== Work item ==
Output, word for word, the span of lines that starts at the one containing "Which roads connect" and ends at the last line of the records.

======== Entries shown

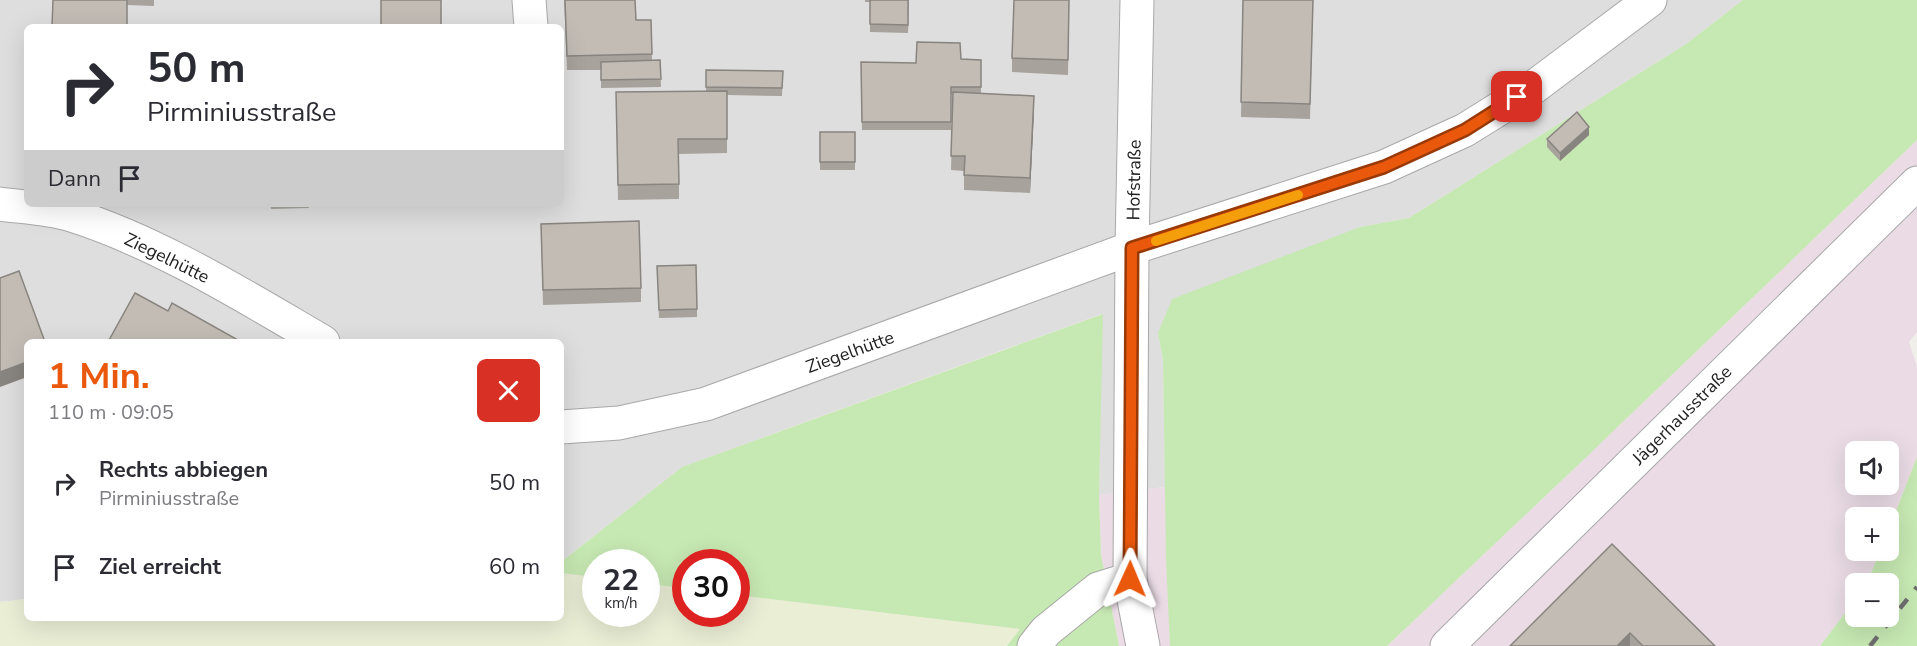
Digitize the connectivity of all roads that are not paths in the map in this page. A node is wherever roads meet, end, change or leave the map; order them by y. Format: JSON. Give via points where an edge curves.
{"nodes":[{"id":1,"x":530,"y":0,"type":"edge"},
{"id":2,"x":1137,"y":0,"type":"edge"},
{"id":3,"x":1650,"y":0,"type":"edge"},
{"id":4,"x":531,"y":24,"type":"edge"},
{"id":5,"x":1917,"y":183,"type":"edge"},
{"id":6,"x":0,"y":204,"type":"edge"},
{"id":7,"x":1132,"y":248,"type":"junction"},
{"id":8,"x":318,"y":339,"type":"edge"},
{"id":9,"x":564,"y":427,"type":"edge"},
{"id":10,"x":1130,"y":579,"type":"junction"},
{"id":11,"x":1034,"y":646,"type":"edge"},
{"id":12,"x":1143,"y":646,"type":"edge"},
{"id":13,"x":1447,"y":646,"type":"edge"}],
"edges":[{"from":1,"to":4,"type":"street"},
{"from":2,"to":7,"type":"street","name":"Hofstraße"},
{"from":3,"to":7,"type":"street","name":"Ziegelhütte","via":[[1534,87],[1465,130],[1384,167]]},
{"from":5,"to":13,"type":"street","name":"Jägerhausstraße"},
{"from":6,"to":8,"type":"street","name":"Ziegelhütte","via":[[67,214],[146,244]]},
{"from":7,"to":9,"type":"street","name":"Ziegelhütte","via":[[706,404],[619,423]]},
{"from":7,"to":10,"type":"street","name":"Hofstraße"},
{"from":10,"to":11,"type":"street","via":[[1098,589],[1046,631]]},
{"from":10,"to":12,"type":"street","name":"Hofstraße"}]}
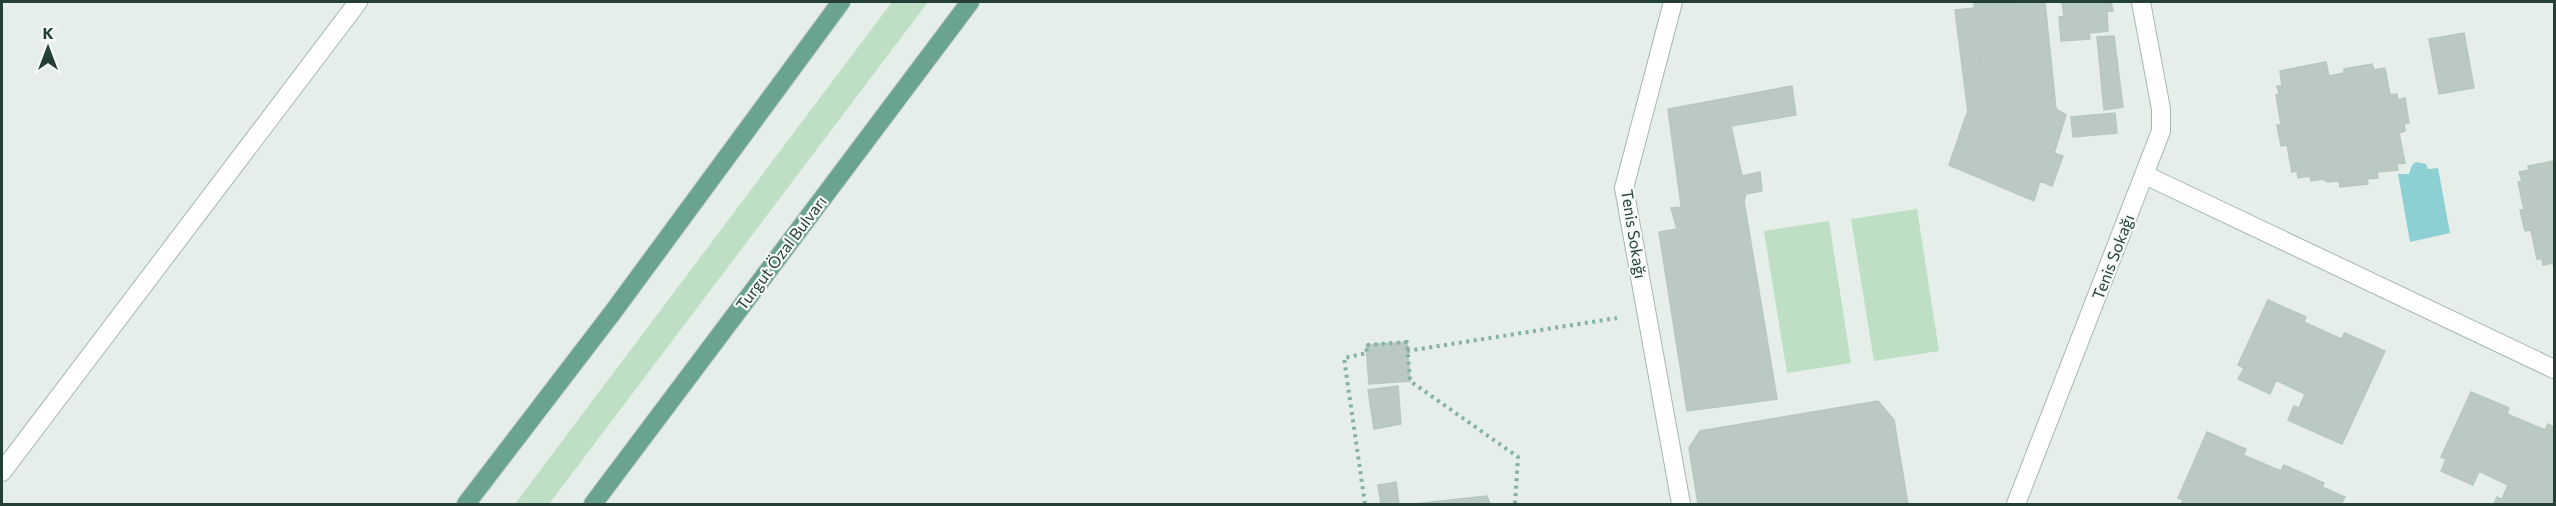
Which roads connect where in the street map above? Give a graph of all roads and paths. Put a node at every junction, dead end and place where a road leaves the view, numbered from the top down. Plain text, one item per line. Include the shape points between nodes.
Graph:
1 (358, 2) edge
2 (841, 2) edge
3 (970, 2) edge
4 (1673, 2) edge
5 (2141, 2) edge
6 (2145, 175) junction
7 (1647, 314) junction
8 (1407, 351) junction
9 (2554, 369) edge
10 (2, 472) edge
11 (466, 504) edge
12 (593, 504) edge
13 (1365, 504) edge
14 (1515, 504) edge
15 (1680, 504) edge
16 (2016, 504) edge

1 - 10 street
2 - 11 main road
3 - 12 main road, Turgut Özal Bulvarı
4 - 7 street, Tenis Sokağı via 1624,188
5 - 6 street, Tenis Sokağı via 2161,109 2161,131
6 - 9 street
6 - 16 street, Tenis Sokağı
7 - 8 path
7 - 15 street, Tenis Sokağı
8 - 13 path via 1407,342 1366,345 1366,353 1344,358
8 - 14 path via 1410,381 1518,457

================

== Response to this exercise ==
Which roads connect where in the street map above? Give a graph of all roads and paths. Put a node at every junction, dead end and place where a road leaves the view, numbered from the top down. Plain text, one item per line. Include the shape points between nodes.
Graph:
1 (358, 2) edge
2 (841, 2) edge
3 (970, 2) edge
4 (1673, 2) edge
5 (2141, 2) edge
6 (2145, 175) junction
7 (1647, 314) junction
8 (1407, 351) junction
9 (2554, 369) edge
10 (2, 472) edge
11 (466, 504) edge
12 (593, 504) edge
13 (1365, 504) edge
14 (1515, 504) edge
15 (1680, 504) edge
16 (2016, 504) edge

1 - 10 street
2 - 11 main road
3 - 12 main road, Turgut Özal Bulvarı
4 - 7 street, Tenis Sokağı via 1624,188
5 - 6 street, Tenis Sokağı via 2161,109 2161,131
6 - 9 street
6 - 16 street, Tenis Sokağı
7 - 8 path
7 - 15 street, Tenis Sokağı
8 - 13 path via 1407,342 1366,345 1366,353 1344,358
8 - 14 path via 1410,381 1518,457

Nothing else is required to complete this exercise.